> [AIM OF THE TASK] Copy nothing from the entries below except the lines from the one containing "index pip: (650, 857)" through the one containing "index dip: (1217, 690)", and copy those exactly.

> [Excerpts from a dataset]
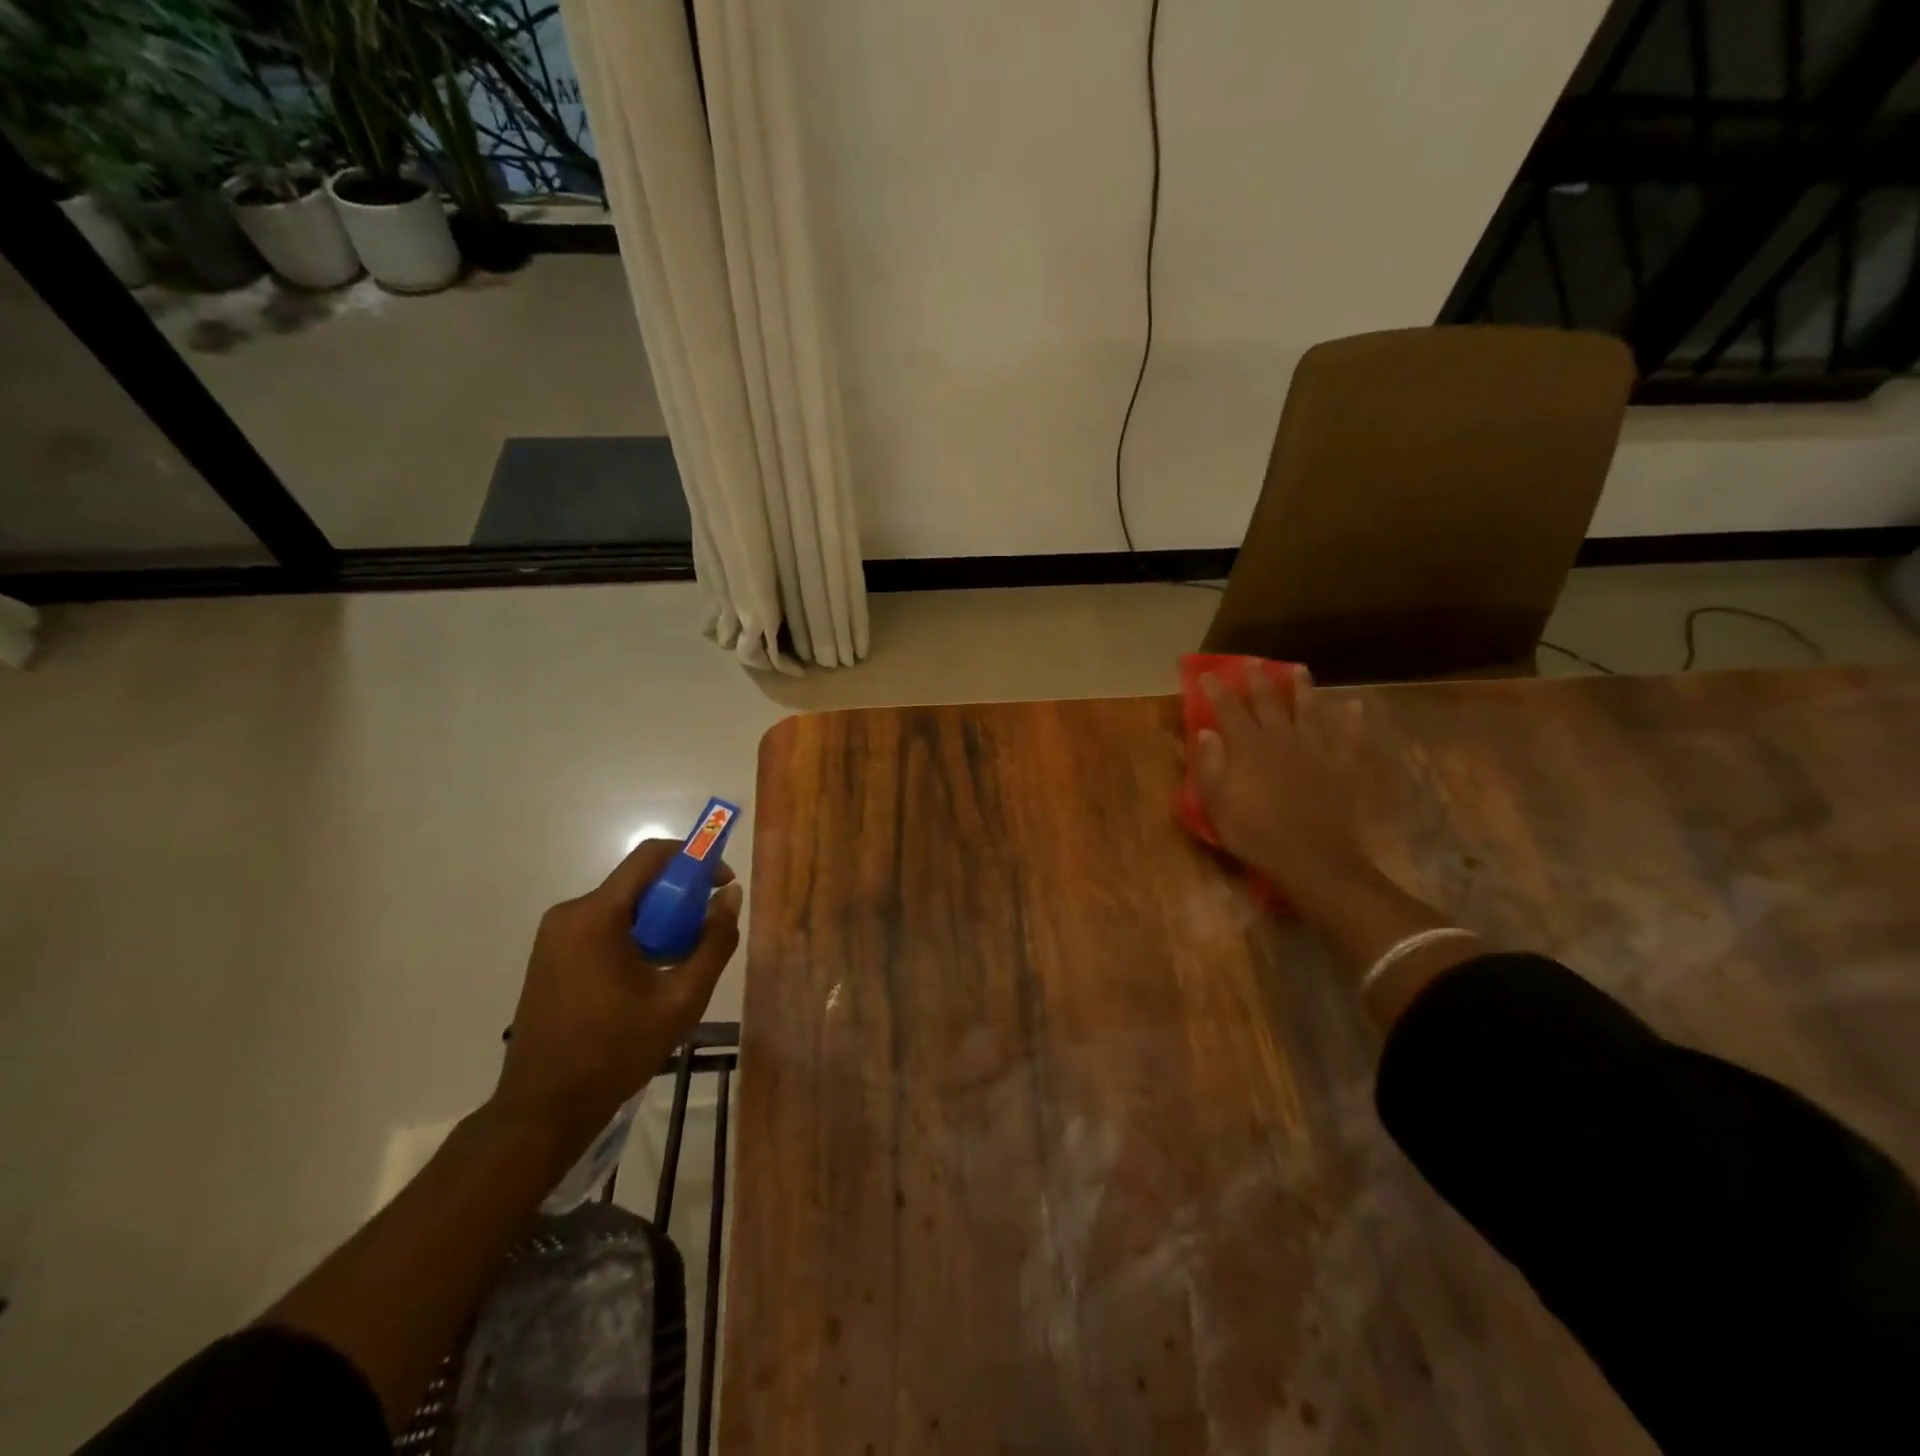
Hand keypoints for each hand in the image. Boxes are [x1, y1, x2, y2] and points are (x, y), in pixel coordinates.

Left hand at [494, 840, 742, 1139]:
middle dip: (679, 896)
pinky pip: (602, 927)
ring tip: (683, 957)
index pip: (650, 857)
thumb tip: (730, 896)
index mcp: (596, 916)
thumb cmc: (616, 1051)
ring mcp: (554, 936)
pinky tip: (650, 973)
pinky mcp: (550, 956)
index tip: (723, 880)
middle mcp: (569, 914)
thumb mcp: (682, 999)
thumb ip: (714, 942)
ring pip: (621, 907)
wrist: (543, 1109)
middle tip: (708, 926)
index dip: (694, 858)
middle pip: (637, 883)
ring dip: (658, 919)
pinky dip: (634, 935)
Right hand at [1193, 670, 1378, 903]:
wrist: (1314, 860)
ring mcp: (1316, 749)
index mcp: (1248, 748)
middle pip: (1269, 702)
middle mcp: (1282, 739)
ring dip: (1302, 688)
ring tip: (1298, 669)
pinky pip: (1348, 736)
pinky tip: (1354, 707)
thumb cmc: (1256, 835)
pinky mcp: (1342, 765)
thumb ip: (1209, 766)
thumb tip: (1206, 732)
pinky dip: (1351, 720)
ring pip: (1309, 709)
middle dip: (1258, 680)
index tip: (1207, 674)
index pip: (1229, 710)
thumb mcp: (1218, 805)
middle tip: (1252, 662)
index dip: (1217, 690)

...

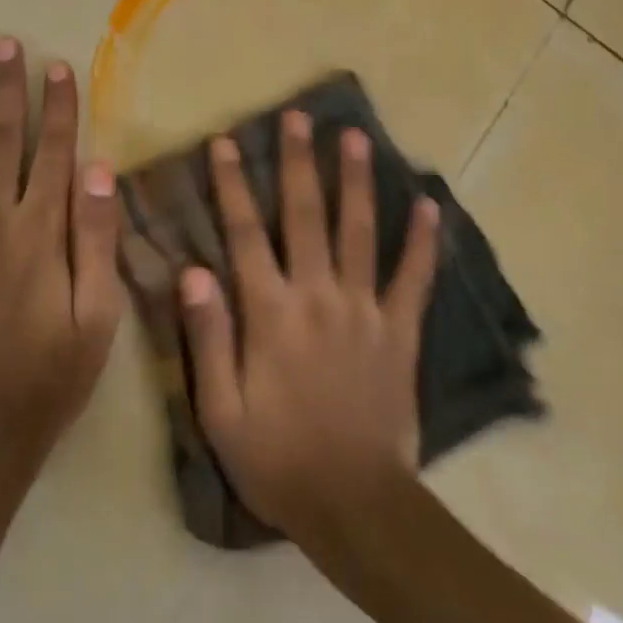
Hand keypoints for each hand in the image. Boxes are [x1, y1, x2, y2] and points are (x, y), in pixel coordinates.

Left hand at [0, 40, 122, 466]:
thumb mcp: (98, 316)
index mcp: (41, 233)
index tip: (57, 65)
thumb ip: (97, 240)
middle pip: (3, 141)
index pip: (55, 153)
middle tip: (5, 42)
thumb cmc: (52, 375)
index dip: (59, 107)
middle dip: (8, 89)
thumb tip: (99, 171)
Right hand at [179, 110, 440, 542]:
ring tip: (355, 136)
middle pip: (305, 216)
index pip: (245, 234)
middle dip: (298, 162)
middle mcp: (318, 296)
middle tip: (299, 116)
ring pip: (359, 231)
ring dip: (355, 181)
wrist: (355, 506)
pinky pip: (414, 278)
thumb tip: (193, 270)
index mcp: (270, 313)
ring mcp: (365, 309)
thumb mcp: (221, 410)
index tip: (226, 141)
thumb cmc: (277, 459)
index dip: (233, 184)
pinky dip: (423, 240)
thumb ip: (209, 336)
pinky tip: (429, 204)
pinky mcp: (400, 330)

> [SOLVED PROBLEM]
index pip: (650, 857)
thumb tip: (730, 896)
index mcp: (596, 916)
thumb cmc: (616, 1051)
ring mcp: (554, 936)
pinky tip: (650, 973)
pinky mcp: (550, 956)
index tip: (723, 880)
middle mcp: (569, 914)
thumb mcp: (682, 999)
thumb ip: (714, 942)
ring pip: (621, 907)
wrist: (543, 1109)
middle tip: (708, 926)
index dip: (694, 858)
middle pip: (637, 883)
ring dip: (658, 919)
pinky dip: (634, 935)
Right hand at [1193, 670, 1378, 903]:
wrist: (1314, 860)
ring mcp: (1316, 749)
index mcp: (1248, 748)
middle pip: (1269, 702)
middle mcp: (1282, 739)
ring dip: (1302, 688)
ring tip: (1298, 669)
pinky pip: (1348, 736)
pinky tip: (1354, 707)
thumb cmc: (1256, 835)
pinky mcp: (1342, 765)
thumb ip: (1209, 766)
thumb tip: (1206, 732)
pinky dip: (1351, 720)
ring pip: (1309, 709)
middle dip: (1258, 680)
index tip: (1207, 674)
index pip: (1229, 710)
thumb mcp: (1218, 805)
middle tip: (1252, 662)
index dip: (1217, 690)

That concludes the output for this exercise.